WHAT YOU WILL DO
Check each line of the records below for the string "name", then state how many lines contain it, with no other output.
::::::::
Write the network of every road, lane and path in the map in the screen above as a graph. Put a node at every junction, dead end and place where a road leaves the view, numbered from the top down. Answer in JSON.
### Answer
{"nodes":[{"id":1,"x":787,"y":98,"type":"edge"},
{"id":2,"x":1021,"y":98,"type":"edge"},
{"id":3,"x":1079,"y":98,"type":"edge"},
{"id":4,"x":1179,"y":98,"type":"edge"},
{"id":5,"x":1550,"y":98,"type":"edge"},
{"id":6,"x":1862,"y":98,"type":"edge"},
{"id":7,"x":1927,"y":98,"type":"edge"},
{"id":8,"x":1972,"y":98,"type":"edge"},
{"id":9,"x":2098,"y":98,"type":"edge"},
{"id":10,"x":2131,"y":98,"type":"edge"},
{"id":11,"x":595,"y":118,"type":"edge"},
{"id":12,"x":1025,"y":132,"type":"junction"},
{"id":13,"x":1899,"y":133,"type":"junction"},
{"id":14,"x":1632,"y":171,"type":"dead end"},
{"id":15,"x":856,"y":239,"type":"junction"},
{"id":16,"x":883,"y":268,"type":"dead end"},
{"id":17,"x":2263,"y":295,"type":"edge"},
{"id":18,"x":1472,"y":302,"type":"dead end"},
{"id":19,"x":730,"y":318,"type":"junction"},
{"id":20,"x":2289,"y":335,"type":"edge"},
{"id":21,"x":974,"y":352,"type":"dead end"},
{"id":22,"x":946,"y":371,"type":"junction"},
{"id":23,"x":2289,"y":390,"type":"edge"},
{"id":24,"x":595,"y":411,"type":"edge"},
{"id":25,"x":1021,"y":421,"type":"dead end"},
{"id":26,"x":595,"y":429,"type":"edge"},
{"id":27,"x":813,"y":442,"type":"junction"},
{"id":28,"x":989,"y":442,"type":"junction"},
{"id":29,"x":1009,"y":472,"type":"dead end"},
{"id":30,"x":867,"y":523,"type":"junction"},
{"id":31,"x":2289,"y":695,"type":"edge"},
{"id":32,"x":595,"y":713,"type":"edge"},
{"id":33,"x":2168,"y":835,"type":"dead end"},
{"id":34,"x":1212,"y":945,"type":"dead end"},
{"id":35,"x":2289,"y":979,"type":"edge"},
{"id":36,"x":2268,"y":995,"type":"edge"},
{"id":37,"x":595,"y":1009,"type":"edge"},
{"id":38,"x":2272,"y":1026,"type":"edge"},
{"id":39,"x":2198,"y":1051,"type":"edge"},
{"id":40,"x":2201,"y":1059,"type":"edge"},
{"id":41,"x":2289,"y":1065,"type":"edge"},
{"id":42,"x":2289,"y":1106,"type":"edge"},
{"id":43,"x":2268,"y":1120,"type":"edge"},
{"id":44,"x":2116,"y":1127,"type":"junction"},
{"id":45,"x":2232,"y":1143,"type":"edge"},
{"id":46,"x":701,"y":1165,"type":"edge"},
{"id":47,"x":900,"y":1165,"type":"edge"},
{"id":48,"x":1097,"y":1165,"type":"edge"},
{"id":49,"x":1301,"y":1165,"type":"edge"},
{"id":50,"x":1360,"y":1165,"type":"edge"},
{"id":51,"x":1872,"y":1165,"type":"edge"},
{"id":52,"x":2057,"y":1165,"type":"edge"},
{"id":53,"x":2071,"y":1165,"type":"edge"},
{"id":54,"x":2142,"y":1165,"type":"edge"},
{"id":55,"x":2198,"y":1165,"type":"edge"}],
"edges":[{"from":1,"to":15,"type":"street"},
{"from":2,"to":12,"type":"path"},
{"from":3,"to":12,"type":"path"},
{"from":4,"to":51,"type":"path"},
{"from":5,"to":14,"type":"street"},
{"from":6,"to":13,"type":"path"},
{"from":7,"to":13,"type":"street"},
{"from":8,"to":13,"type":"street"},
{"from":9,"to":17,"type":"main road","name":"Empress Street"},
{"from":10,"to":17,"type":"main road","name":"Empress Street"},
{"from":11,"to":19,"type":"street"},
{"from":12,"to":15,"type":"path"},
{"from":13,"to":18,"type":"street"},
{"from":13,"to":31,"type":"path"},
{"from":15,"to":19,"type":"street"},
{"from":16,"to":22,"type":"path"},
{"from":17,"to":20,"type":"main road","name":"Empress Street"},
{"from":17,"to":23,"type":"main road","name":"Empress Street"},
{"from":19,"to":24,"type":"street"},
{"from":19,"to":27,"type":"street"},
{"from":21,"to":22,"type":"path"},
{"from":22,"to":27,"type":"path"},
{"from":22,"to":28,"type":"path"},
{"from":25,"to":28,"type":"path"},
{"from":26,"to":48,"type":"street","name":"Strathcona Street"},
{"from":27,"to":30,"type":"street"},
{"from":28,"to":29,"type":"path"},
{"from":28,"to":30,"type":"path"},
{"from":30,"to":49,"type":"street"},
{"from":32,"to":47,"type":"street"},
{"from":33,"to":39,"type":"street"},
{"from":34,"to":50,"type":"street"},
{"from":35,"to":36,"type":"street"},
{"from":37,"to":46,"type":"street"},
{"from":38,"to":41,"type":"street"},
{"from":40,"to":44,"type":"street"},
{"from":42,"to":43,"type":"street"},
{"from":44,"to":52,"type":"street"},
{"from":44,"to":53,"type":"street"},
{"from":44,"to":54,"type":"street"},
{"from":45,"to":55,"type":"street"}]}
::::::::
REPLY
5